A Tractable Handoff-aware Rate Outage Approximation with Applications to THz-enabled Vehicular Network Optimization

TL;DR

This paper develops a mathematical model for handoff-aware rate outage in THz vehicular networks, incorporating fading, interference, and molecular absorption, and optimizes traffic flow by adjusting base station density and vehicle speed.

Contribution

It introduces a tractable, closed-form rate outage approximation considering complex THz channel effects and applies it to optimize vehicular network parameters for improved traffic flow.

Findings

Validated the outage model with Monte-Carlo simulations.

Identified optimal base station density for minimal outage.

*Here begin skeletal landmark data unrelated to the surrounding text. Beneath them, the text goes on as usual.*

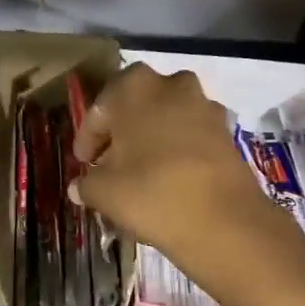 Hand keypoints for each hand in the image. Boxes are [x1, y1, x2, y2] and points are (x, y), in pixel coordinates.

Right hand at [71, 63, 300, 274]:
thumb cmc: (151, 193)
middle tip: (108, 163)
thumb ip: (86, 183)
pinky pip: (189, 134)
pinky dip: (176, 150)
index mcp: (134, 87)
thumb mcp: (103, 192)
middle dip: (121, 133)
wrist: (224, 220)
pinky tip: (167, 178)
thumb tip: (78, 187)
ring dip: (150, 139)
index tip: (82, 162)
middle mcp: (171, 84)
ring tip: (138, 172)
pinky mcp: (226, 130)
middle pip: (135, 107)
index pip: (99, 111)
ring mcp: (204, 105)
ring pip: (165, 118)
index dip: (87, 139) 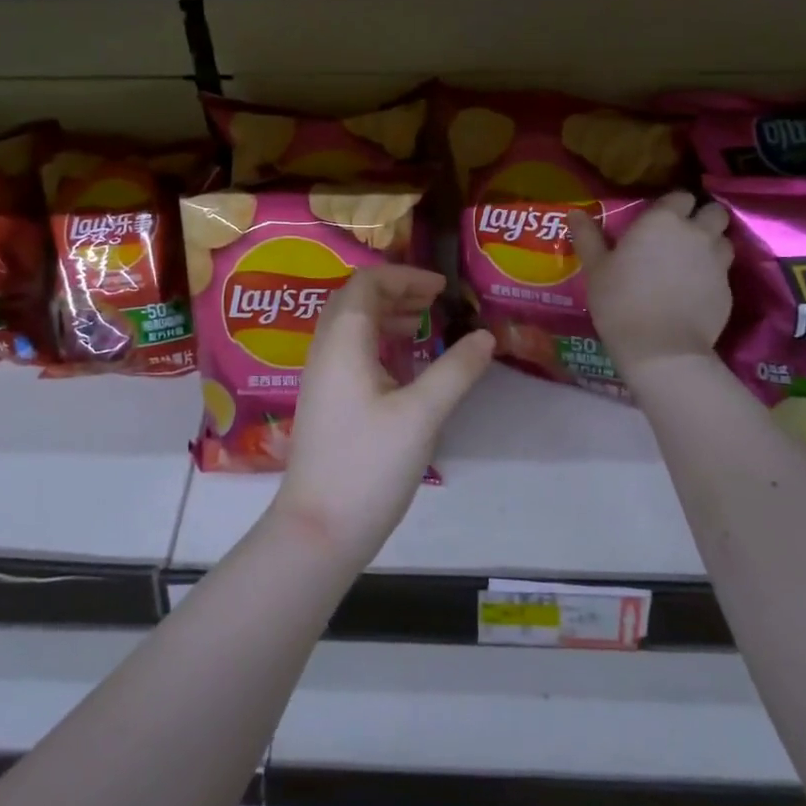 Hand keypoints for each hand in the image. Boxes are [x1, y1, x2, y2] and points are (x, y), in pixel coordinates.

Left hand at [271, 266, 494, 568]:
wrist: (319, 528)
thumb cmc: (369, 465)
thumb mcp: (422, 414)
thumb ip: (456, 370)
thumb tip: (486, 336)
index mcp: (343, 342)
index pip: (366, 283)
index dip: (404, 276)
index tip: (441, 287)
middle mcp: (325, 350)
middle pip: (355, 300)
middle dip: (395, 292)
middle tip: (435, 302)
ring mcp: (321, 377)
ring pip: (351, 327)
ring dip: (385, 315)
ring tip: (423, 325)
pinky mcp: (325, 402)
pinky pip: (349, 352)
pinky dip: (378, 343)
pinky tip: (403, 366)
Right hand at [570, 190, 733, 381]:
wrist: (660, 348)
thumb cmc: (620, 301)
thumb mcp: (596, 268)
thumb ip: (588, 237)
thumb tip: (574, 213)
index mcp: (663, 221)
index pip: (680, 196)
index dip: (672, 205)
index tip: (659, 219)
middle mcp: (696, 233)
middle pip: (714, 212)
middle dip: (703, 218)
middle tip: (683, 235)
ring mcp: (717, 261)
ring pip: (724, 240)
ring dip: (712, 244)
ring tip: (692, 261)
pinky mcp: (728, 289)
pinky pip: (724, 271)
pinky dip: (713, 275)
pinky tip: (694, 291) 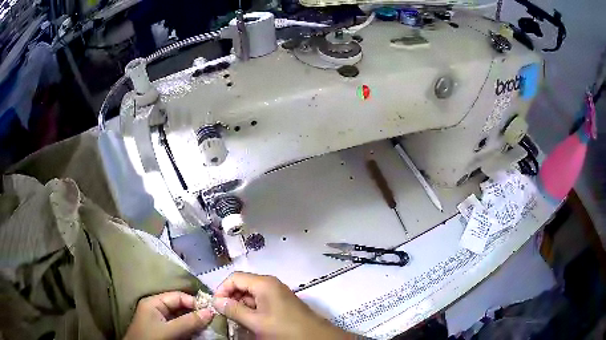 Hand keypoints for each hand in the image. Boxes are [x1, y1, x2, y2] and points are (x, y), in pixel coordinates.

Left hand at [124, 291, 213, 339]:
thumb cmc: (152, 339)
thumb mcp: (170, 330)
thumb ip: (189, 321)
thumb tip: (210, 312)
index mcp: (153, 302)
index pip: (177, 296)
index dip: (193, 302)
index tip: (210, 311)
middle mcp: (156, 308)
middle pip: (179, 306)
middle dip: (195, 312)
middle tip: (211, 320)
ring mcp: (159, 320)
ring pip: (180, 317)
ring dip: (193, 321)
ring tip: (207, 326)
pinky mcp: (162, 330)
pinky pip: (178, 326)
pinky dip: (188, 329)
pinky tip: (197, 332)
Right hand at [212, 272, 353, 338]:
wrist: (315, 337)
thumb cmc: (284, 328)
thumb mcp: (256, 321)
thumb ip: (234, 310)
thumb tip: (216, 301)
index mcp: (264, 283)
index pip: (235, 278)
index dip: (222, 290)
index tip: (216, 306)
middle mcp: (270, 284)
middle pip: (243, 285)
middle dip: (231, 298)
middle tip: (224, 314)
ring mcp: (277, 293)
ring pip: (251, 294)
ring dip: (240, 305)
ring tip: (235, 319)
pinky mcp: (281, 303)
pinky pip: (260, 302)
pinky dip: (251, 309)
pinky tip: (248, 321) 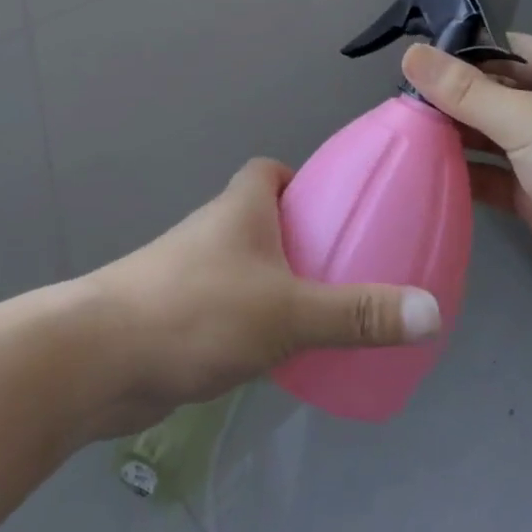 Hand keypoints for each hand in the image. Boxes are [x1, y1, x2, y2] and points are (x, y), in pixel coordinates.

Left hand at [78, 158, 441, 435]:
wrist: (99, 360)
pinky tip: (276, 357)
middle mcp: (214, 231)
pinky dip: (252, 322)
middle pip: (262, 219)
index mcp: (240, 207)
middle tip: (343, 270)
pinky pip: (228, 308)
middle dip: (299, 239)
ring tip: (322, 316)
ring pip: (245, 267)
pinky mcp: (177, 317)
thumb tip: (431, 313)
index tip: (333, 210)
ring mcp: (190, 274)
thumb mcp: (289, 311)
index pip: (269, 171)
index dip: (301, 182)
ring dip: (276, 284)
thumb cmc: (198, 311)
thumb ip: (358, 314)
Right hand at [402, 35, 531, 318]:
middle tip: (392, 105)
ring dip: (451, 138)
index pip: (502, 51)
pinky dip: (463, 175)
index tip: (407, 64)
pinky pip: (492, 177)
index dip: (458, 55)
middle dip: (447, 100)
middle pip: (490, 94)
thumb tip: (410, 53)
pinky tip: (422, 173)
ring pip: (488, 137)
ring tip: (398, 136)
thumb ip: (466, 91)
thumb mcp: (530, 120) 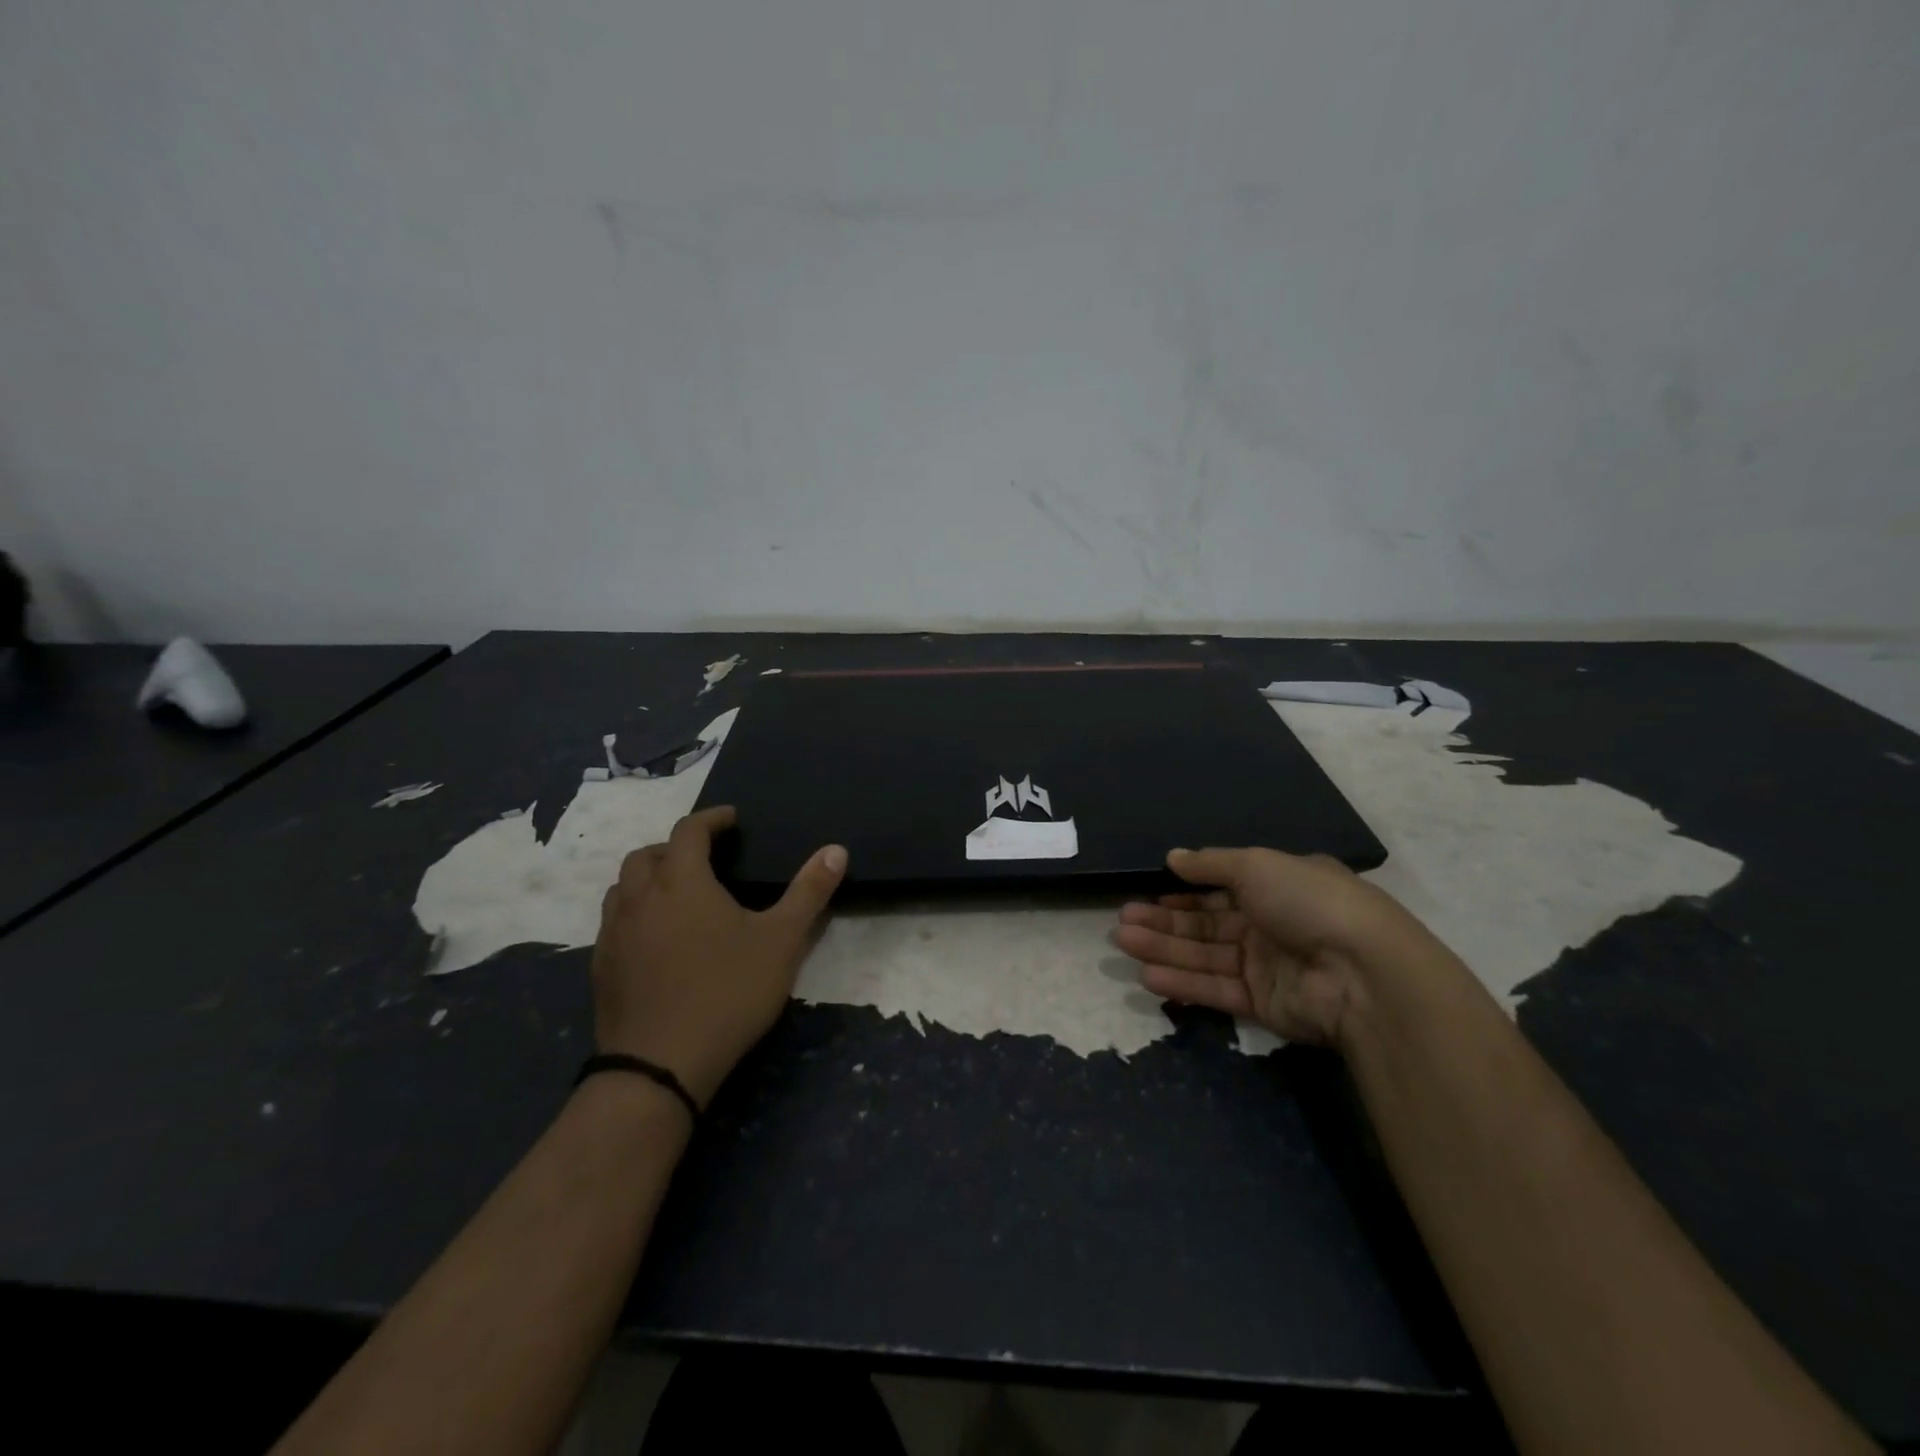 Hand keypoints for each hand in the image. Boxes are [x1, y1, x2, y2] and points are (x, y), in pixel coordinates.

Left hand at [591, 805, 847, 1106]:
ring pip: (623, 887)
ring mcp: (613, 933)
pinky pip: (614, 922)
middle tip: (706, 858)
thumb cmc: (727, 992)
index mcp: (681, 881)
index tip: (732, 819)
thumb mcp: (782, 941)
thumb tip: (837, 850)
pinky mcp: (601, 967)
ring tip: (678, 894)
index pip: (689, 830)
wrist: (660, 1066)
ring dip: (649, 878)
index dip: (712, 818)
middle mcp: (639, 897)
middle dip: (676, 846)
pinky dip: (635, 913)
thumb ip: (809, 892)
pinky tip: (657, 939)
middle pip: (647, 853)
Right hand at [1112, 846, 1455, 1045]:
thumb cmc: (1308, 902)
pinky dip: (1184, 982)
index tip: (1149, 895)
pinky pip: (1216, 988)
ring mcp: (1267, 965)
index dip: (1184, 893)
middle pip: (1207, 923)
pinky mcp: (1264, 1003)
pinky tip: (1148, 976)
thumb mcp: (1257, 866)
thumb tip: (1173, 857)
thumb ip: (1211, 864)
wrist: (1363, 973)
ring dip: (1163, 949)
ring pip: (1205, 955)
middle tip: (1122, 922)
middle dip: (1164, 922)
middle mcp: (1272, 924)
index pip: (1222, 889)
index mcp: (1278, 886)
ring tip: (1123, 942) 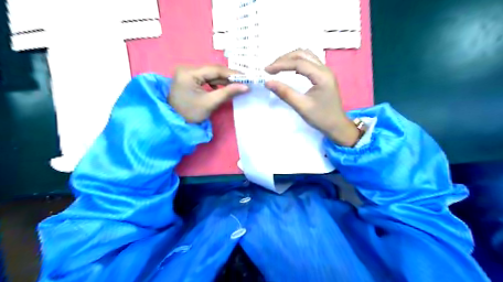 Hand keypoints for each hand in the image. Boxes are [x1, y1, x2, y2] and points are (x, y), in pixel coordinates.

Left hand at [168, 66, 247, 122]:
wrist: (174, 122)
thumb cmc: (190, 114)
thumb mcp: (210, 103)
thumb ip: (228, 92)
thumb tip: (246, 87)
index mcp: (189, 73)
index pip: (215, 70)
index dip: (232, 74)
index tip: (246, 78)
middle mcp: (187, 69)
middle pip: (212, 70)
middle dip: (229, 77)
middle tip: (244, 81)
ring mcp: (187, 73)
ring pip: (210, 74)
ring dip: (223, 80)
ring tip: (237, 85)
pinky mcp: (189, 79)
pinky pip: (206, 78)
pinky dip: (216, 83)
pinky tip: (224, 87)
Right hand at [264, 49, 360, 147]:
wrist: (337, 126)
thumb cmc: (321, 118)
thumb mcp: (301, 106)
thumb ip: (285, 93)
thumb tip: (267, 82)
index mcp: (322, 76)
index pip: (299, 63)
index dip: (281, 64)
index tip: (266, 70)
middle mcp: (325, 69)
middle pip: (303, 54)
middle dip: (285, 59)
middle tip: (271, 68)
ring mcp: (325, 72)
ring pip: (306, 56)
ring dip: (291, 59)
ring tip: (278, 67)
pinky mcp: (323, 76)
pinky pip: (309, 62)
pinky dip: (297, 63)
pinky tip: (290, 71) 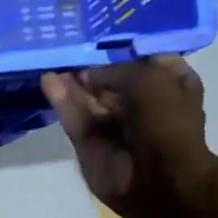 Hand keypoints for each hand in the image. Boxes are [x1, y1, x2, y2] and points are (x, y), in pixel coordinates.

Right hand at [41, 56, 212, 211]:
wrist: (157, 179)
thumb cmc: (166, 122)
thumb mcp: (150, 79)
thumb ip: (115, 70)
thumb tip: (86, 75)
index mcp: (171, 86)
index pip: (146, 61)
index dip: (126, 51)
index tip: (104, 38)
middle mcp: (142, 104)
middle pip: (111, 80)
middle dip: (92, 66)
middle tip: (68, 48)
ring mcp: (113, 125)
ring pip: (88, 97)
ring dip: (72, 81)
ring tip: (52, 60)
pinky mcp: (88, 142)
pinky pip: (73, 116)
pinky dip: (61, 99)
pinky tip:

Demonstrated impact of molecular absorption on network performance.

Abstract

In this paper, we first develop a tractable mathematical model of the handoff (HO)-aware rate outage experienced by a typical connected and autonomous vehicle (CAV) in a given THz vehicular network. The derived model captures the impact of line-of-sight (LOS) Nakagami-m fading channels, interference, and molecular absorption effects. We first derive the statistics of the interference-plus-molecular absorption noise ratio and demonstrate that it can be approximated by Gamma distribution using Welch-Satterthwaite approximation. Then, we show that the distribution of signal-to-interference-plus-molecular absorption noise ratio (SINR) follows a generalized Beta prime distribution. Based on this, a closed-form HO-aware rate outage expression is derived. Finally, we formulate and solve a CAVs' traffic flow maximization problem to optimize the base-stations (BSs) density and speed of CAVs with collision avoidance, rate outage, and CAVs' minimum traffic flow constraint. The CAVs' traffic flow is modeled using Log-Normal distribution. Our numerical results validate the accuracy of the derived expressions using Monte-Carlo simulations and discuss useful insights related to optimal BS density and CAVs' speed as a function of crash intensity level, THz molecular absorption effects, minimum road-traffic flow and rate requirements, and maximum speed and rate outage limits.